After losing this time, we bought the pair of hinges from the Latvian seller. They arrived in good condition and were used for repairing our client's car.
It is not possible for a restoration business to factor in the costs of such risks. If a business were to do so, then the mark-up costs would be uneconomic for clients.
If the client were to supply their own parts in this Mercedes Benz hinge case study, they would have had to bear the risks and the costs for the three hinge purchases and the freight. They would have been able to make their own decision as to whether to pay for the return freight costs and seek refunds from elusive online sellers.
We have little option but to charge for our research and procurement efforts as well as for the good and bad parts with a mark-up for stocking, storage, and handling costs.
After the Latvian hinges were received, and test-fitted, they were probably also paint-stripped, primed, and painted to match the colour of the client’s car.

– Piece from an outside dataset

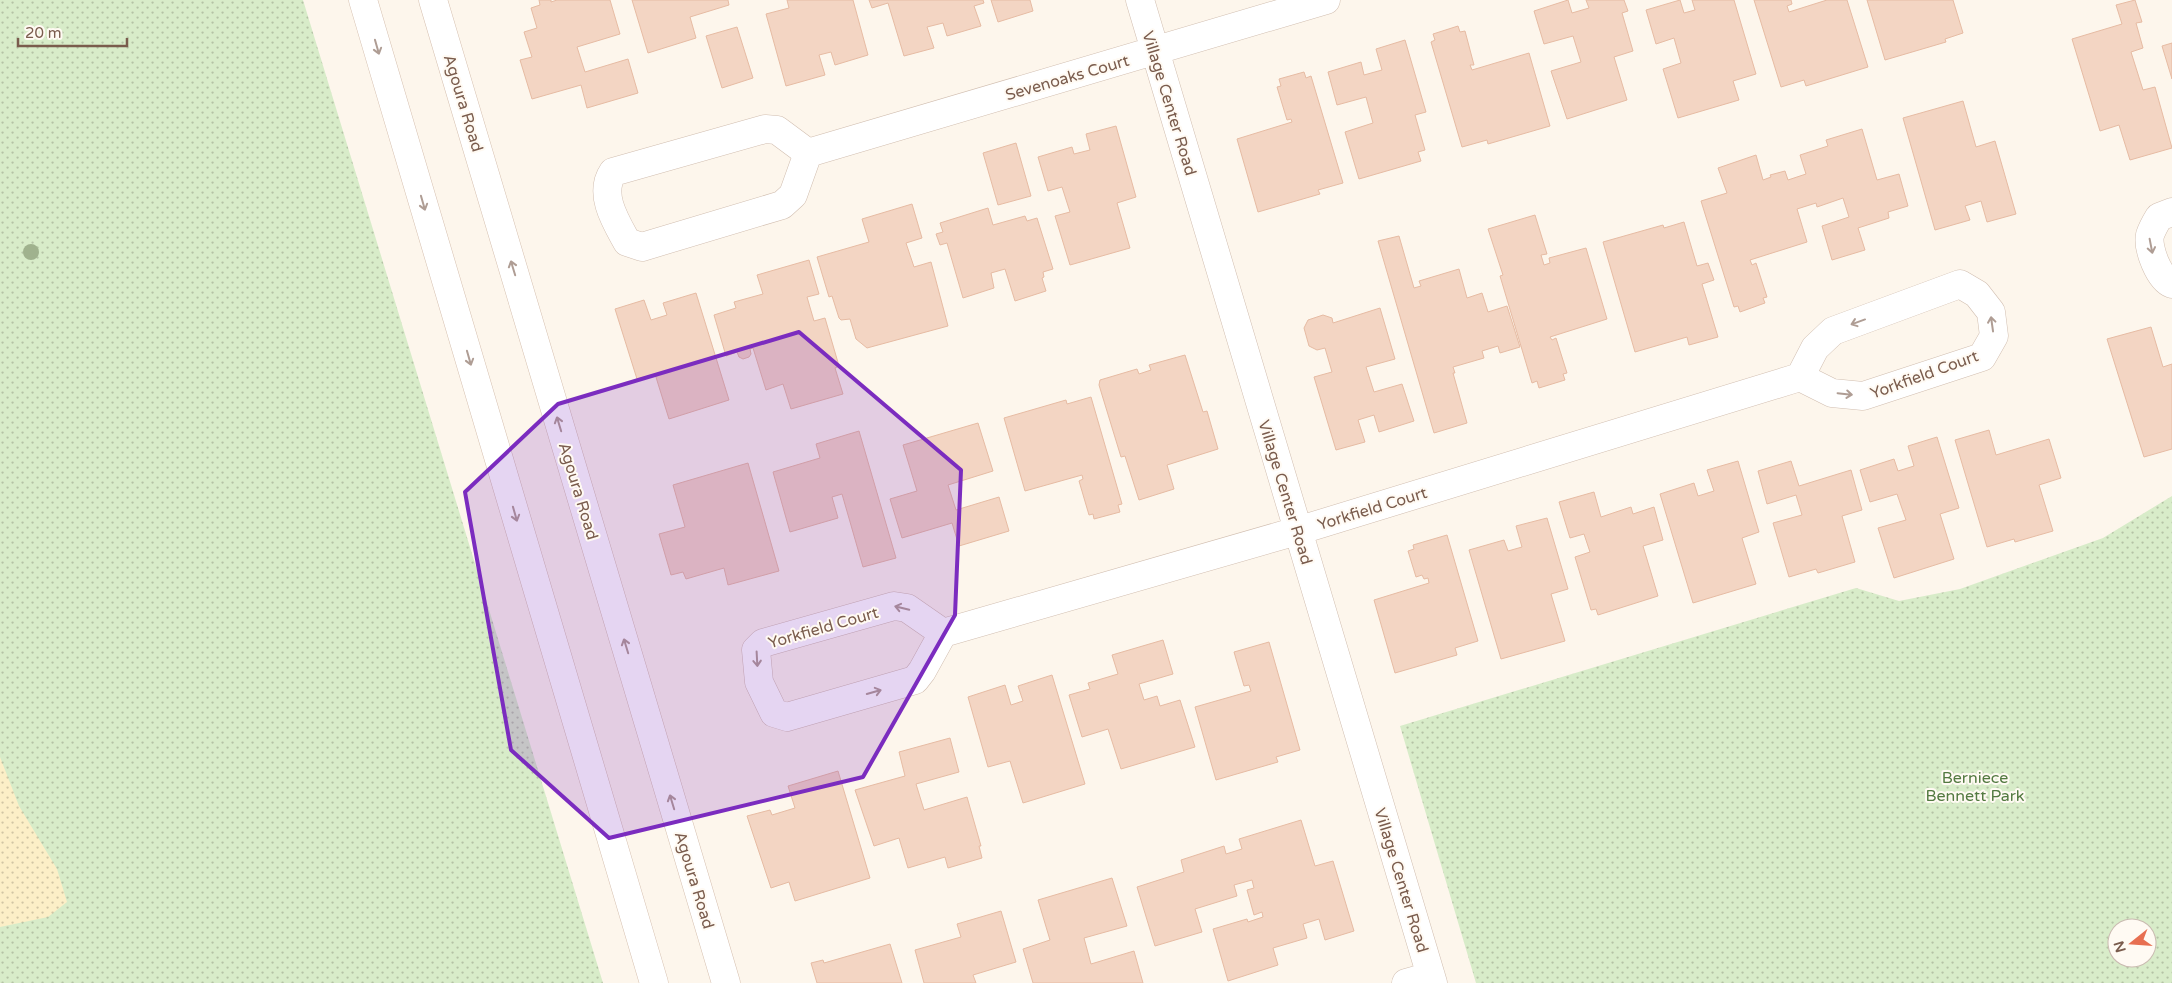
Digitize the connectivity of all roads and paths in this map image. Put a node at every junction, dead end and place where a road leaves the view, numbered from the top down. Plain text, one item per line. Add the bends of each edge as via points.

The “To Buy or Not to Buy” Gateway
Subjectively, we estimate that more than 95% of our clients prefer us to source and procure their parts. Despite the horror example depicted above, we do think that we are pretty good at purchasing parts. We always endeavour make prudent make-buy decisions on the client’s behalf in good-faith.
If you wish to choose the route of purchasing the parts yourself, then we will add a storage fee for the time that your vehicle is with us. Workshop real-estate is a scarce and valuable commodity. A vehicle slowed due to non-availability of parts being purchased by our client is an unsuitable outcome.
If you elect for us to purchase parts on your behalf, then we will not charge you the storage fees unless you are overdue paying an invoice. We think that is fair as it would not be appropriate to charge you storage for a project slowed due to non-availability of parts being purchased by us.